Um estudo recente revelou fósseis de aves, incluindo filhotes, no norte do Alasca, indicando que essas aves migravam para a região durante os curtos verões da Era dos Dinossauros. A pesquisa foi publicada na revista Science e liderada por Lauren Wilson, aluna de doutorado da Universidade Princeton.

Os fósseis foram encontrados na formação Prince Creek, que se estende até 85 graus de latitude Norte. A análise dos sedimentos revelou uma diversidade de aves, semelhantes a gaivotas, patos e gansos atuais.

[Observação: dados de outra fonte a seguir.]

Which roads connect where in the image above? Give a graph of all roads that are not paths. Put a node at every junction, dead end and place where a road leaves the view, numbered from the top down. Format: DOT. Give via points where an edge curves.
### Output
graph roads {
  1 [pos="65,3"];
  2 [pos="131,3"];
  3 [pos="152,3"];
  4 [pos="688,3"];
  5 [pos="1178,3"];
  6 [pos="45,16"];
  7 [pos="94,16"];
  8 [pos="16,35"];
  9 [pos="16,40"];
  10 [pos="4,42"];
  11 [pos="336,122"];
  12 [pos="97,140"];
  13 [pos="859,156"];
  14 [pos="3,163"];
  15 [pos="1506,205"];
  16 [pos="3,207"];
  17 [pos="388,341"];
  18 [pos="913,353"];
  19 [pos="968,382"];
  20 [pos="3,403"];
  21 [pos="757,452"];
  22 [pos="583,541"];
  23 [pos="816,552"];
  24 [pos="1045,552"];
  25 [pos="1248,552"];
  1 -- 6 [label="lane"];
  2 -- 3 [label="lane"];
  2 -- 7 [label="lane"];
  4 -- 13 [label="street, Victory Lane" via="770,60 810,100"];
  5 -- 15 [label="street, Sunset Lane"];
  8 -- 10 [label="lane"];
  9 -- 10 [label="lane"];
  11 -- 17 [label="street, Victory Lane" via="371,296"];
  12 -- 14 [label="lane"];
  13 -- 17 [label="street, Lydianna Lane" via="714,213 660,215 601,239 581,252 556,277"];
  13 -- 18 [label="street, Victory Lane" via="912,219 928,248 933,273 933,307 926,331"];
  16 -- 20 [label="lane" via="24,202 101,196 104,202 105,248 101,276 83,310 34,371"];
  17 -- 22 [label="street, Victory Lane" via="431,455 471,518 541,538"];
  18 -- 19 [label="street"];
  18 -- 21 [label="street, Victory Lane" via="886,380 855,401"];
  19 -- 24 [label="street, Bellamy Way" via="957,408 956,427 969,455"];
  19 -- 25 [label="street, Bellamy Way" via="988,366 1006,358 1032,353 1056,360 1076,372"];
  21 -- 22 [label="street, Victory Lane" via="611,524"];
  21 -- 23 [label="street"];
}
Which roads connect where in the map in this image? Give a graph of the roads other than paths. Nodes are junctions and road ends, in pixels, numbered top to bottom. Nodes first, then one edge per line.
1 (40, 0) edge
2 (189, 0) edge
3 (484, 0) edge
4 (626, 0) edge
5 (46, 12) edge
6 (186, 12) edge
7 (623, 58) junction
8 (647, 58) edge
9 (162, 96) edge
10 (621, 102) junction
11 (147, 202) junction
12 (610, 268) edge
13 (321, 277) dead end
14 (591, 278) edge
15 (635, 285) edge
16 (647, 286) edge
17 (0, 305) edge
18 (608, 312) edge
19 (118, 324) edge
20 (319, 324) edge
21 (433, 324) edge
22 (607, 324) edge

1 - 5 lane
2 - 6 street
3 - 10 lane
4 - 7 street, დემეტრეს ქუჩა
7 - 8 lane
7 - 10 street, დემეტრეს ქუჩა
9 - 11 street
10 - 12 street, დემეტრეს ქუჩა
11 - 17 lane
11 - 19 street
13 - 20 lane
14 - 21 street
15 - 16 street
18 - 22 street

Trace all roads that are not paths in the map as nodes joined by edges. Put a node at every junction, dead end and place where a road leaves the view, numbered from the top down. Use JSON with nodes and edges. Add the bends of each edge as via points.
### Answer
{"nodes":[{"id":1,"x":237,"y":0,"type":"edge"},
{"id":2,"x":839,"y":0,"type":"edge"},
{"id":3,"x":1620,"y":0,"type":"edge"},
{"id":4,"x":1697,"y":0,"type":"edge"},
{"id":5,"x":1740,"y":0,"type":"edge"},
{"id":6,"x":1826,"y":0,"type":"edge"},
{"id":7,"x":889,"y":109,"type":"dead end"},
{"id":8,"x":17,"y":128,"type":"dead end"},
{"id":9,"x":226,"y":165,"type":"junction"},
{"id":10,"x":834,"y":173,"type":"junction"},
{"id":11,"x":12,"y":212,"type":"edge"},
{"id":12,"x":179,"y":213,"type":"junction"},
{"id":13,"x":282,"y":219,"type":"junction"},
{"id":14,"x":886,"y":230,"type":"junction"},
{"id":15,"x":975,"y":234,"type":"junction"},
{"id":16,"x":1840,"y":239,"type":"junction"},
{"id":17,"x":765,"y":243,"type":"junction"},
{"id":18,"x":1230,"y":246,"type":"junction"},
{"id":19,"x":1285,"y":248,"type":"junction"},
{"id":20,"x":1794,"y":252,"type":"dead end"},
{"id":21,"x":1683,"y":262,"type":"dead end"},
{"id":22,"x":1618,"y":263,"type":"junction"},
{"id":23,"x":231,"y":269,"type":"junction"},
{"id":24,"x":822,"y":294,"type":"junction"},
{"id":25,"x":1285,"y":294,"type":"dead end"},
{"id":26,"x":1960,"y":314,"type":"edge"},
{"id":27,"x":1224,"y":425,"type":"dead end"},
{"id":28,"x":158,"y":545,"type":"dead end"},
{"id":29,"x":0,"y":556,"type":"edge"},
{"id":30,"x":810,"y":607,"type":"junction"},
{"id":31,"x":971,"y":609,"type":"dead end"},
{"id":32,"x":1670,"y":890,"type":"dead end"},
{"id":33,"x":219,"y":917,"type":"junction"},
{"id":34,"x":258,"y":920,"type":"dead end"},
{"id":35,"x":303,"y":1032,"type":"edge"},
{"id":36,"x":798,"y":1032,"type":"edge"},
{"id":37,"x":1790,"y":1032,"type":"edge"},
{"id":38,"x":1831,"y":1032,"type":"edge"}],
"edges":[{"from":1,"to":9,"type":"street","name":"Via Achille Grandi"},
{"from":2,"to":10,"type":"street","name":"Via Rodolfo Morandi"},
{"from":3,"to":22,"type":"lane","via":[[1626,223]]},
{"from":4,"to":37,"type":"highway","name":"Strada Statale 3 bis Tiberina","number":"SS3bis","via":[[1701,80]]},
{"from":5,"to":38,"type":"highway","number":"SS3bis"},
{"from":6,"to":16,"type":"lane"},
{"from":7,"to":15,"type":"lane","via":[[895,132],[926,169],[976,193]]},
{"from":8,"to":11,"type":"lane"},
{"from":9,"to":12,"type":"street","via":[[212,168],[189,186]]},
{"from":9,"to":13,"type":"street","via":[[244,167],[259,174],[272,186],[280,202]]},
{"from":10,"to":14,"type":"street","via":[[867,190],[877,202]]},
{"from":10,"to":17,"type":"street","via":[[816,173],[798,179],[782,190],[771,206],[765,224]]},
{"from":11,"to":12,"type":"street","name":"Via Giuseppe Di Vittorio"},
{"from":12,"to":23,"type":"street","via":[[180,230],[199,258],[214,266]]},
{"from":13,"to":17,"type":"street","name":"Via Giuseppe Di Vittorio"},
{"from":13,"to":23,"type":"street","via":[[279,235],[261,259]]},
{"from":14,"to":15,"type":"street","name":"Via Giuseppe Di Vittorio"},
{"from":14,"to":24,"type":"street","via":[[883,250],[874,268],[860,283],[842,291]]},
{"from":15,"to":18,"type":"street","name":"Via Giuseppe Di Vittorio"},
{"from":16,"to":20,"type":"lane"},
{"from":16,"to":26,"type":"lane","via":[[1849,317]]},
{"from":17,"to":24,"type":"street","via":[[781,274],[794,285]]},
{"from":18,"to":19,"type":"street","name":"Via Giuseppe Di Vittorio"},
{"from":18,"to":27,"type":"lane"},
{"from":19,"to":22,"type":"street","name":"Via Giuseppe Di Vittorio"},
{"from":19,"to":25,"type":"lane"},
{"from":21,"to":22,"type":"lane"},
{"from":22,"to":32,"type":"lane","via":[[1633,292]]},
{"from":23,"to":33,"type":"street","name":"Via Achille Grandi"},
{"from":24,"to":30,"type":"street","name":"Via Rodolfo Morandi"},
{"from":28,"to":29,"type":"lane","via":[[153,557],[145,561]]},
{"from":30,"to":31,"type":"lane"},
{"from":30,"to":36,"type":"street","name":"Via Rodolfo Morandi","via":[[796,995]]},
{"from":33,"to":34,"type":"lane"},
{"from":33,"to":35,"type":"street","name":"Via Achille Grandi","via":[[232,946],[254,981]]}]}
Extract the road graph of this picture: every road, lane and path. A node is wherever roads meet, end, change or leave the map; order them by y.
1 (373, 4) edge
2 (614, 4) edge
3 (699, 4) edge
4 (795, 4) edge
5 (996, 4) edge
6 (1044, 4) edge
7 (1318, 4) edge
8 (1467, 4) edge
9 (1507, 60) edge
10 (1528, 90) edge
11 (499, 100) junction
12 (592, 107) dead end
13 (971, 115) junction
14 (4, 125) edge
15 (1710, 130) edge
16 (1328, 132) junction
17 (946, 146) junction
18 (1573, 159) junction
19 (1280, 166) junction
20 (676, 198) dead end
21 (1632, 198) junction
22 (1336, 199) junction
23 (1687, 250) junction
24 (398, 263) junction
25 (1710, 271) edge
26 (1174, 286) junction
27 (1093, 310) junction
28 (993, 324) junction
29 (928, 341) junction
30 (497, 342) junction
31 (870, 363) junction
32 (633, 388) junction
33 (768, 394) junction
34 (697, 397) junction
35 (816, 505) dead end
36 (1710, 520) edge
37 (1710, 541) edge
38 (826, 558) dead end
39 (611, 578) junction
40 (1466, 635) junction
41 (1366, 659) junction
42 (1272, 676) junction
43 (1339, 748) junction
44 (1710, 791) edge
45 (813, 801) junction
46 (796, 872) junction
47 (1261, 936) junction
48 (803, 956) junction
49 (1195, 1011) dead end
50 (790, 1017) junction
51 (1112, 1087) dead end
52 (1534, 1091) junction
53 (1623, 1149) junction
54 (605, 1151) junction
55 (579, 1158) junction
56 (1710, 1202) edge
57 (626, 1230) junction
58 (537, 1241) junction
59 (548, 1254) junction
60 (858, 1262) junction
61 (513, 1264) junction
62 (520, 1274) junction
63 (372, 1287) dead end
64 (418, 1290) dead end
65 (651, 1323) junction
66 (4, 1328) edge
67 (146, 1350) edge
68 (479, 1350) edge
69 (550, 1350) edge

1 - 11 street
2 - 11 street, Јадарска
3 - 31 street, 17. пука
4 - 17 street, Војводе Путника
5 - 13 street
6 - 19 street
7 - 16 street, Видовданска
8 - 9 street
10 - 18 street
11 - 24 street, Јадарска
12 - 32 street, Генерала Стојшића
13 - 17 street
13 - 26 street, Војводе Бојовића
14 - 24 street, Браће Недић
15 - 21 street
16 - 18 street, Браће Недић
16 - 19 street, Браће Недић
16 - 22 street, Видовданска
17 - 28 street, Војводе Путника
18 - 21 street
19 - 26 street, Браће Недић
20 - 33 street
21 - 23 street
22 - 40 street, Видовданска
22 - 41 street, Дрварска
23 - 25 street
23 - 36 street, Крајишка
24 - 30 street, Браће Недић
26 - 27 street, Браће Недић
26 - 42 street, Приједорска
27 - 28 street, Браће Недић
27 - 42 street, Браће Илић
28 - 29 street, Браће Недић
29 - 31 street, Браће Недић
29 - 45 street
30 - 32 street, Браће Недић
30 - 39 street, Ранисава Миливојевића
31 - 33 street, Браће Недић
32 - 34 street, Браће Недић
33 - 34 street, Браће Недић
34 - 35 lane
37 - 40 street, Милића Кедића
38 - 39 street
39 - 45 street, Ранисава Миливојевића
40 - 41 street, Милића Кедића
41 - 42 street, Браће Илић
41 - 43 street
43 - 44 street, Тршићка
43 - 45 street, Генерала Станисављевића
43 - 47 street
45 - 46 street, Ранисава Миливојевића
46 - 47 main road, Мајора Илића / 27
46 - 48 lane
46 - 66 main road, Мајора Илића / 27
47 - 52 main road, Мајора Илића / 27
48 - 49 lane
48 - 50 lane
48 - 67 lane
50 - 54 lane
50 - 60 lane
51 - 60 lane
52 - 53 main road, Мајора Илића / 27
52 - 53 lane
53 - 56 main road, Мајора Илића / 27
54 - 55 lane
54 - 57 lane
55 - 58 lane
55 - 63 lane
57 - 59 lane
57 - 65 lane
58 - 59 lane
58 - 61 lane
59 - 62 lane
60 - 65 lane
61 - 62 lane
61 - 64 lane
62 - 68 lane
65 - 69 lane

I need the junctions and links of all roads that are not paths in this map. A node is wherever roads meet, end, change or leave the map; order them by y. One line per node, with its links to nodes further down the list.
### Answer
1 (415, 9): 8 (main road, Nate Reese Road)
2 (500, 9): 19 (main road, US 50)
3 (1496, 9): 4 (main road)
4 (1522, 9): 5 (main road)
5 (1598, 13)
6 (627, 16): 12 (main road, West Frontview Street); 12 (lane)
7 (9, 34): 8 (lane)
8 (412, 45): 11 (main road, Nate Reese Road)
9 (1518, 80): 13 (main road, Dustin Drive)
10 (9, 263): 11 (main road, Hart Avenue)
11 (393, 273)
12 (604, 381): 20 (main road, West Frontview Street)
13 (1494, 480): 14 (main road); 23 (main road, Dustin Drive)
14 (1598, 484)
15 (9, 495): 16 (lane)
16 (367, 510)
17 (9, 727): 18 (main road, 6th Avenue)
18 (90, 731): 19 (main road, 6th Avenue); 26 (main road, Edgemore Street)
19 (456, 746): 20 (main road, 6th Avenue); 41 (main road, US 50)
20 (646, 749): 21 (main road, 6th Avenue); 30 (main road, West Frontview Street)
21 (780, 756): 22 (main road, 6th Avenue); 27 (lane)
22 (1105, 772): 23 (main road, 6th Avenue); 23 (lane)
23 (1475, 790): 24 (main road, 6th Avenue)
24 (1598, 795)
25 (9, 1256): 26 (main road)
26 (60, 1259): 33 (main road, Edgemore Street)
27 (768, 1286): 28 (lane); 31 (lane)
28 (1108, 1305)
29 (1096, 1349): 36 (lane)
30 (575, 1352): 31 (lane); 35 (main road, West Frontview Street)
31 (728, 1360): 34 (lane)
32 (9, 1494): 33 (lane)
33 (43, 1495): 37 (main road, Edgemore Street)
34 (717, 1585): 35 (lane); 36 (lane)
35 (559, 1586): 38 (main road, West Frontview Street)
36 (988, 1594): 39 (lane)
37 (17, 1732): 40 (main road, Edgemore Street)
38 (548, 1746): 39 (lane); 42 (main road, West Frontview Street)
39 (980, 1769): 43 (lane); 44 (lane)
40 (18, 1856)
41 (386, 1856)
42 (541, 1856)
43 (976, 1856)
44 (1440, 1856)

Apesar do clima mais quente do fim do período Cretáceo, o inverno ártico apresentava temperaturas negativas.

Essas aves migratórias aproveitavam os longos dias de primavera e verão, que proporcionavam abundância de recursos alimentares. Essa estratégia permitia que elas se alimentassem, reproduzissem e retornassem a habitats mais amenos. A presença de filhotes recém-nascidos sugere que a migração era uma prática comum.

Algumas aves primitivas encontradas ainda possuíam dentes no bico, enquanto outras já apresentavam bicos desdentados, indicando uma evolução em curso. Essas aves coexistiam com dinossauros não avianos, que habitavam a região de forma permanente. O estudo amplia o entendimento sobre as adaptações e o comportamento reprodutivo das aves no Ártico durante a Era dos Dinossauros.